You can see that the second example already has a much calmer flow to it.

Summary

Up to this point I tried to highlight DOD concepts that are also partially incorporated in modern best practices which are reflected in recent language changes, especially in C#. Now the key concepts of DOD I take into everyday programming are:

use value types wherever possible
use the correct collections for the right job
reduce boxing and/or inheritance wherever possible (use interfaces and pure functions over inheritance)
to compute large amounts of datasets, try to work with chunks and keep the data separate from business logic
know how your computer works. For C# there is sharplab.io where you can view your code as IL or JIT asm. Also don’t be scared to run benchmarks.

We also try to incorporate the main two concepts of functional programming, because many consider them best practice for most programming approaches. Those are:

immutability
pure functions

All of this also goes hand in hand with my preferred test strategy, which is Test-Driven Development. However, I just write unit tests and do not mock anything.

An in-depth discussion of modern best practices is certainly worth several articles by itself.

Entity Component System - ECS

ECS will be less practical for the average programmer, since you probably won’t start writing your own ECS framework/language or will not be working with it in the near future. However, it employs very interesting concepts and tackles the following tradeoff problem:

diagram02

In this diagram, we can see that most of our languages must sacrifice either major parts of readability or performance.

Entity Component System is an architectural pattern that brings all the benefits of DOD together and wraps it into readable and easy to write code. Therefore increasing performance AND readability. It consists, as the name suggests, of 3 (sometimes 4 or more) major parts. ECS is written as “Entity Component System”, but it makes more sense to picture it as “Entities, Components, Systems”. Because these parts are all seperate patterns, but together they form a cohesive architecture:

Entities - are indices that point to its components → forming a composition
Components - are the raw data components
Systems - are behaviours that change components → functions
(Archetypes - this is a composition indexer of components that acts as a template to create/query entities)

These parts are most of the time handled by a manager class. These manager classes give the ECS parts its purpose:

EntityManager - handles indexing and instantiation of entities and its data
ComponentManager - basically a column-based dataengine
SystemManager - computes components; responsible to manage the order of systems

You can think of these managers of what would be built into the programming language itself, if there was an ECS programming language.

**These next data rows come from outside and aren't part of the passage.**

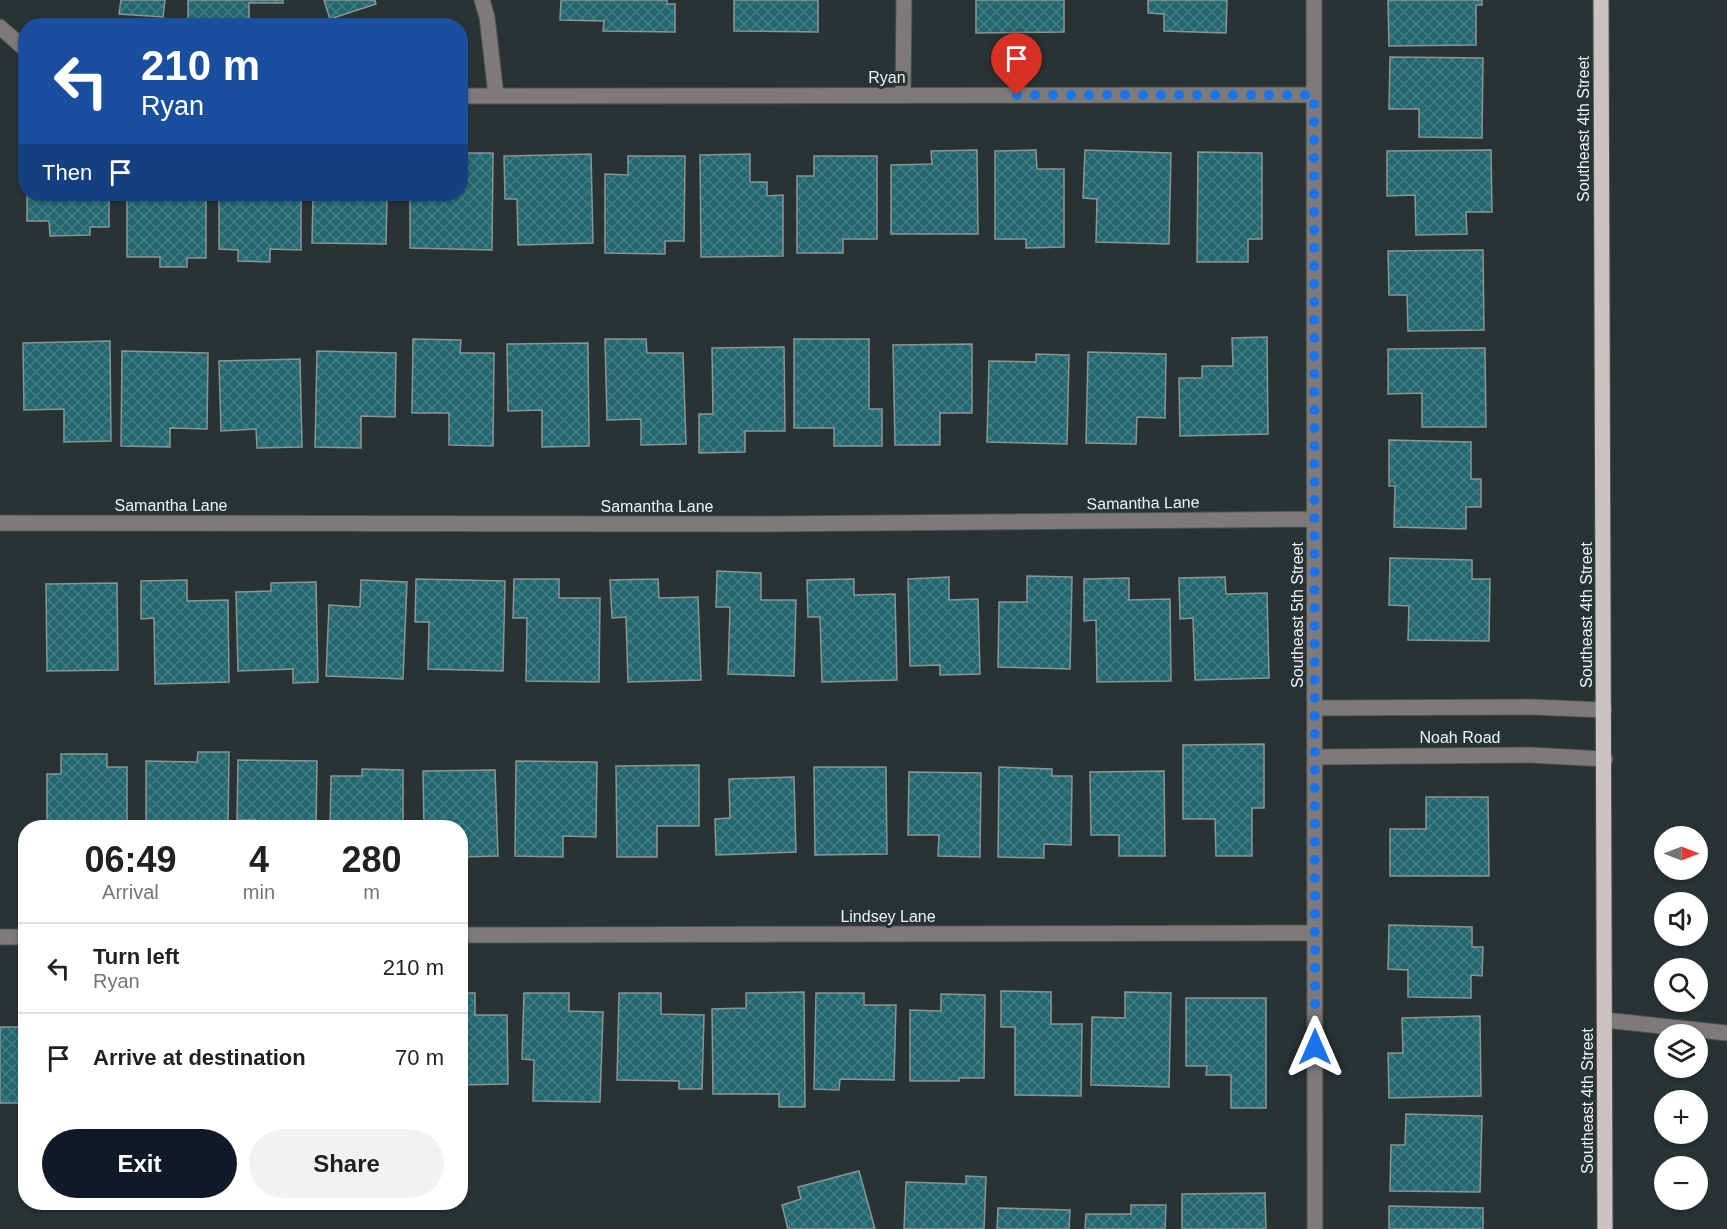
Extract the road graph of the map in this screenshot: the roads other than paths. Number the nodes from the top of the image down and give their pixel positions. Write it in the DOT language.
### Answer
graph roads {
  1 [pos="482,0"];
  2 [pos="904,0"];
  3 [pos="1314,0"];
  4 [pos="1601,0"];
  5 [pos="0,27"];
  6 [pos="18,43"];
  7 [pos="496,95"];
  8 [pos="903,95"];
  9 [pos="1314,95"];
  10 [pos="468,96"];
  11 [pos="1314,519"];
  12 [pos="0,523"];
  13 [pos="1315,708"];
  14 [pos="1604,710"];
  15 [pos="1315,757"];
  16 [pos="1605,759"];
  17 [pos="1315,933"];
  18 [pos="468,935"];
  19 [pos="0,937"];
  20 [pos="18,937"];
  21 [pos="1605,1020"];
  22 [pos="1727,1033"];
  23 [pos="1315,1229"];
  24 [pos="1605,1229"];
  1 -- 7 [label="street"];
  2 -- 8 [label="street"];
  3 -- 9 [label="street, Southeast 5th Street"];
  4 -- 14 [label="main road, Southeast 4th Street"];
  5 -- 6 [label="street"];
  7 -- 8 [label="street, Ryan"];
  7 -- 10 [label="street, Ryan"];
  8 -- 9 [label="street, Ryan"];
  9 -- 11 [label="street, Southeast 5th Street"];
  11 -- 12 [label="street, Samantha Lane"];
  11 -- 13 [label="street, Southeast 5th Street"];
  13 -- 14 [label="street, Noah Road"];
  13 -- 15 [label="street, Southeast 5th Street"];
  14 -- 16 [label="main road, Southeast 4th Street"];
  15 -- 16 [label="street, Noah Road"];
  15 -- 17 [label="street, Southeast 5th Street"];
  16 -- 21 [label="main road, Southeast 4th Street"];
  17 -- 18 [label="street, Lindsey Lane"];
  17 -- 23 [label="street, Southeast 5th Street"];
  19 -- 20 [label="street"];
  21 -- 22 [label="street"];
  21 -- 24 [label="main road, Southeast 4th Street"];
}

Now let’s see what ECS can look like in use:

Components

public struct PositionComponent{
    public int x, y, z;
}

public struct MovementComponent{
    public int x, y, z;
}

These 2 get constantly updated, so we refrain from immutability this time.

Archetype

I included it here to give you an idea of what archetypes are typically used for. You can see the usage of it in the entities and systems section.

public readonly struct Archetype {
    public readonly Type[] componentTypes;

    public Archetype(params Type[] componentTypes) { 
        this.componentTypes = componentTypes;
    }
}

Entities

Since entities are just pointers usually held by the EntityManager, I just display an example instantiation of entities here.

EntityManager em = new EntityManager();
List<PositionComponent> playerPositions = new();
List<MovementComponent> playerMovement = new();
Archetype personArchetype = new Archetype(typeof(PositionComponent), typeof(MovementComponent));
for (int i = 0; i < 100000; i++) {
    playerPositions.Add(new PositionComponent(i,i,i));
    playerMovement.Add(MovementComponent.Random());
}
em.CreateEntities(personArchetype, playerPositions, playerMovement);

Systems

//with Archetypes
public static void MovementSystem(Entities entities){
    entities
        .Of(personArchetype)
        .ForEach((ref PositionComponent pos, in MovementComponent move)
            => {
                pos += move; 
            }
        )
        .Schedule();
}

//without Archetypes
public static void MovementSystem(Entities entities){
    entities
        .With<MovementComponent>() //also .WithOut<>()
        .With(typeof(PositionComponent))
        .ForEach((ref PositionComponent pos, in MovementComponent move)
            => {
                pos += move; 
            }
        )
        .ScheduleParallel();
}

This is the gist of ECS.

I have gathered a list here of 13 ECS frameworks spanning all kinds of languages:

Unity (C#)
- DOTS (Documentation)
C/C++
- entt
- Flecs (ECS FAQ by the creator)
- EntityX
- anax
- Kengine
- ecst
- …
C#
Rust
- Specs
Python
- esper
Kotlin
- Fleks (created by a colleague at NTT DATA, Simon Klausner :D)
Lists by other people
- awesome-ecs

My work with Unity DOTS or Data-Oriented Tech Stack in the past is what first triggered my passion for DOD and ECS. I am currently planning my own ECS programming language, doing benchmarks and everything, which is also why I wanted to share some useful insights that I gained on my journey so far.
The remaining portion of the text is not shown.